→ Exercise materials

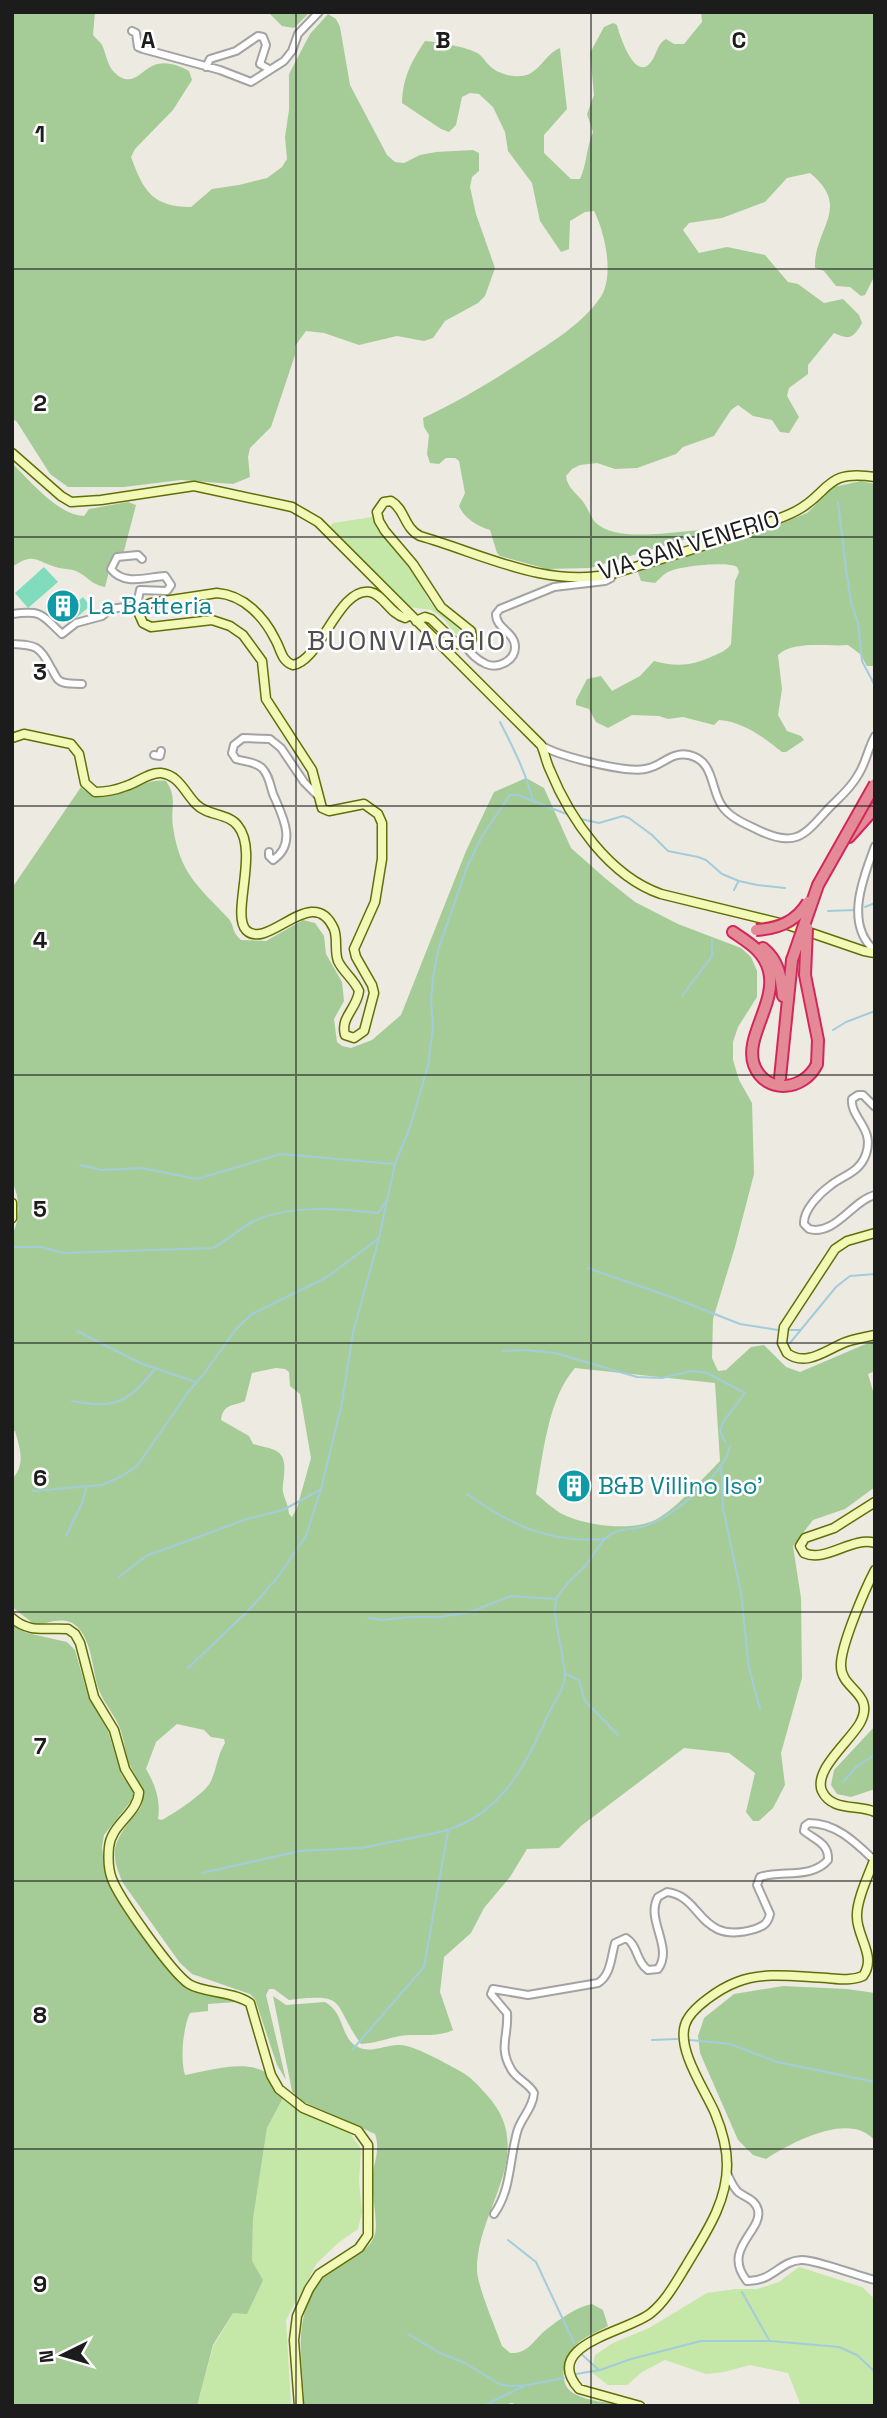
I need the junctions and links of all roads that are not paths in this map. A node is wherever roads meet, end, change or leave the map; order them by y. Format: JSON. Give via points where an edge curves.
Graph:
{"nodes":[{"id":1,"x":319,"y":12,"type":"edge"},
{"id":2,"x":132,"y":31,"type":"dead end"},
{"id":3,"x":205,"y":67,"type":"junction"},
{"id":4,"x":269,"y":69,"type":"junction"},
{"id":5,"x":12,"y":453,"type":"edge"},
{"id":6,"x":875,"y":477,"type":"edge"},
{"id":7,"x":142,"y":559,"type":"dead end"},
{"id":8,"x":612,"y":574,"type":"junction"},
{"id":9,"x":141,"y":605,"type":"junction"},
{"id":10,"x":12,"y":614,"type":"edge"},
{"id":11,"x":413,"y":618,"type":"junction"},
{"id":12,"x":12,"y":645,"type":"edge"},
{"id":13,"x":465,"y":645,"type":"junction"},
{"id":14,"x":82,"y":684,"type":"dead end"},
{"id":15,"x":875,"y":736,"type":"edge"},
{"id":16,"x":12,"y":738,"type":"edge"},
{"id":17,"x":541,"y":744,"type":"junction"},
{"id":18,"x":875,"y":784,"type":"edge"},
{"id":19,"x":317,"y":796,"type":"junction"},
{"id":20,"x":875,"y":808,"type":"edge"},
{"id":21,"x":875,"y":846,"type":"edge"},
{"id":22,"x":269,"y":852,"type":"dead end"},
{"id":23,"x":834,"y":856,"type":"junction"},
{"id":24,"x":818,"y":885,"type":"junction"},
{"id":25,"x":733,"y":932,"type":"junction"},
{"id":26,"x":875,"y":952,"type":"edge"},
{"id":27,"x":785,"y":1020,"type":"junction"},
{"id":28,"x":780,"y":1078,"type":"dead end"},
{"id":29,"x":875,"y":1107,"type":"edge"},
{"id":30,"x":875,"y":1195,"type":"edge"},
{"id":31,"x":12,"y":1203,"type":"edge"},
{"id":32,"x":12,"y":1218,"type":"edge"},
{"id":33,"x":875,"y":1233,"type":"edge"},
{"id":34,"x":875,"y":1335,"type":"edge"},
{"id":35,"x":875,"y":1502,"type":"edge"},
{"id":36,"x":875,"y":1543,"type":"edge"},
{"id":37,"x":875,"y":1570,"type":"edge"},
{"id":38,"x":12,"y":1618,"type":"edge"},
{"id":39,"x":875,"y":1812,"type":"edge"},
{"id":40,"x":874,"y":1859,"type":"edge"},
{"id":41,"x":727,"y":2173,"type":"junction"},
{"id":42,"x":494,"y":2214,"type":"dead end"},
{"id":43,"x":875,"y":2280,"type":"edge"},
{"id":44,"x":299,"y":2406,"type":"edge"},
{"id":45,"x":640,"y":2406,"type":"edge"}],
"edges":[{"from":1,"to":4,"type":"street","via":[[298,34],[284,61]]},
{"from":2,"to":3,"type":"street","via":[[138,47]]},
{"from":3,"to":4,"type":"street","via":[[248,82]]},
{"from":3,"to":4,"type":"street","via":[[210,59],[236,51],[258,36],[265,41],[260,64]]},
{"from":5,"to":11,"type":"street","via":[[71,502],[194,486],[292,507],[318,522]]},
{"from":6,"to":8,"type":"street","name":"VIA SAN VENERIO","via":[[838,478],[789,514]]},
{"from":7,"to":9,"type":"street","via":[[138,555],[117,557],[111,569],[126,580],[165,576],[170,585],[167,591],[140,590],[137,598]]},
{"from":8,"to":13,"type":"street","via":[[605,581],[554,587],[500,609],[497,622],[515,647],[505,663],[485,664]]},
{"from":8,"to":13,"type":"street","name":"VIA SAN VENERIO","via":[[556,576],[521,571],[412,532],[398,505],[384,502],[377,512],[379,521],[441,607],[471,631],[472,639]]},
{"from":9,"to":10,"type":"street","via":[[110,609],[76,623],[64,634],[40,613]]},
{"from":9,"to":11,"type":"street","via":[[217,593],[233,597],[259,614],[284,660],[293,665],[307,660],[332,619],[362,593],[376,594],[397,616]]},
{"from":9,"to":19,"type":"street","via":[[139,617],[151,627],[212,620],[243,635],[262,661],[266,699],[312,770]]},
{"from":11,"to":13,"type":"street","via":[[431,619],[457,645]]},
{"from":11,"to":17,"type":"street"},
{"from":12,"to":14,"type":"street","via":[[38,648],[58,680]]},
{"from":15,"to":17,"type":"street","via":[[850,788],[813,828],[786,839],[760,831],[727,812],[710,771],[697,757],[674,755],[647,769],[632,770],[559,754]]},
{"from":16,"to":19,"type":"street","via":[[24,734],[71,744],[79,754],[85,783],[95,792],[116,790],[156,774],[171,776],[199,808],[237,824],[247,852],[243,925],[258,934],[299,915],[316,913],[327,918],[335,934],[337,960],[359,992],[343,1027],[345,1035],[354,1038],[364,1031],[374,993],[354,949],[378,891],[383,828],[368,805],[327,811]]},
{"from":17,"to":26,"type":"street","bridge":true,"via":[[575,820],[619,869],[649,890]]},
{"from":18,"to":23,"type":"highway","bridge":true},
{"from":19,"to":22,"type":"street","via":[[270,739],[243,738],[234,745],[236,759],[252,762],[264,771],[286,822],[280,855],[273,860]]},
{"from":20,"to":23,"type":"highway","bridge":true},
{"from":21,"to":26,"type":"street","via":[[861,884],[859,912],[864,940]]},
{"from":23,"to":24,"type":"highway","bridge":true},
{"from":24,"to":25,"type":"highway","bridge":true,"via":[[796,917],[780,927]]},
{"from":24,"to":25,"type":"highway","bridge":true,"via":[[804,959],[818,1040],[817,1064],[799,1083],[769,1082],[757,1072],[752,1051],[770,993],[770,973],[759,951]]},
{"from":24,"to":27,"type":"highway","bridge":true,"via":[[792,960]]},
{"from":25,"to":27,"type":"highway","via":[[757,943],[776,963],[782,978]]},
{"from":27,"to":28,"type":"highway"},
{"from":29,"to":30,"type":"street","via":[[863,1096],[852,1099],[867,1129],[867,1152],[856,1171],[822,1193],[805,1213],[804,1224],[820,1230]]},
{"from":31,"to":32,"type":"street"},
{"from":33,"to":34,"type":"street","via":[[835,1249],[787,1320],[781,1337],[787,1353],[799,1360]]},
{"from":35,"to":36,"type":"street","via":[[834,1528],[804,1538],[800,1546],[804,1553],[814,1555]]},
{"from":37,"to":39,"type":"street","via":[[851,1626],[841,1665],[844,1677],[863,1699],[864,1713],[820,1783],[833,1802]]},
{"from":38,"to":44,"type":"street","via":[[32,1629],[68,1629],[78,1638],[94,1698],[114,1730],[125,1769],[139,1791],[136,1806],[110,1840],[108,1868],[117,1889],[184,1980],[250,2003],[279,2089],[303,2108],[358,2131],[368,2145],[368,2235],[359,2248],[319,2274],[297,2316],[294,2340]]},
{"from":40,"to":41,"type":"street","via":[[856,1916],[868,1955],[863,1976],[773,1975],[739,1981],[714,1994],[684,2026],[684,2044],[722,2129]]},
{"from":40,"to":42,"type":"street","via":[[845,1834],[809,1823],[804,1831],[824,1844],[828,1860],[811,1870],[760,1877],[757,1885],[770,1914],[761,1927],[735,1933],[717,1930],[680,1896],[667,1892],[658,1897],[653,1909],[663,1958],[658,1969],[643,1967],[626,1937],[615,1943],[609,1970],[598,1983],[528,1994],[493,1989],[493,1998],[507,2014],[503,2043],[507,2062],[534,2094]]},
{"from":41,"to":43,"type":"street","via":[[738,2192],[758,2209],[739,2254],[747,2281],[767,2278],[799,2259]]},
{"from":41,"to":45,"type":"street","via":[[717,2212],[659,2304],[640,2319],[583,2345],[571,2360],[570,2375],[579,2389]]}]}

→ Task to complete
The result should be every line of the material that contains the word "name", so copy those lines.

→ Reply to the task
{"from":6,"to":8,"type":"street","name":"VIA SAN VENERIO","via":[[838,478],[789,514]]},
{"from":8,"to":13,"type":"street","name":"VIA SAN VENERIO","via":[[556,576],[521,571],[412,532],[398,505],[384,502],[377,512],[379,521],[441,607],[471,631],[472,639]]},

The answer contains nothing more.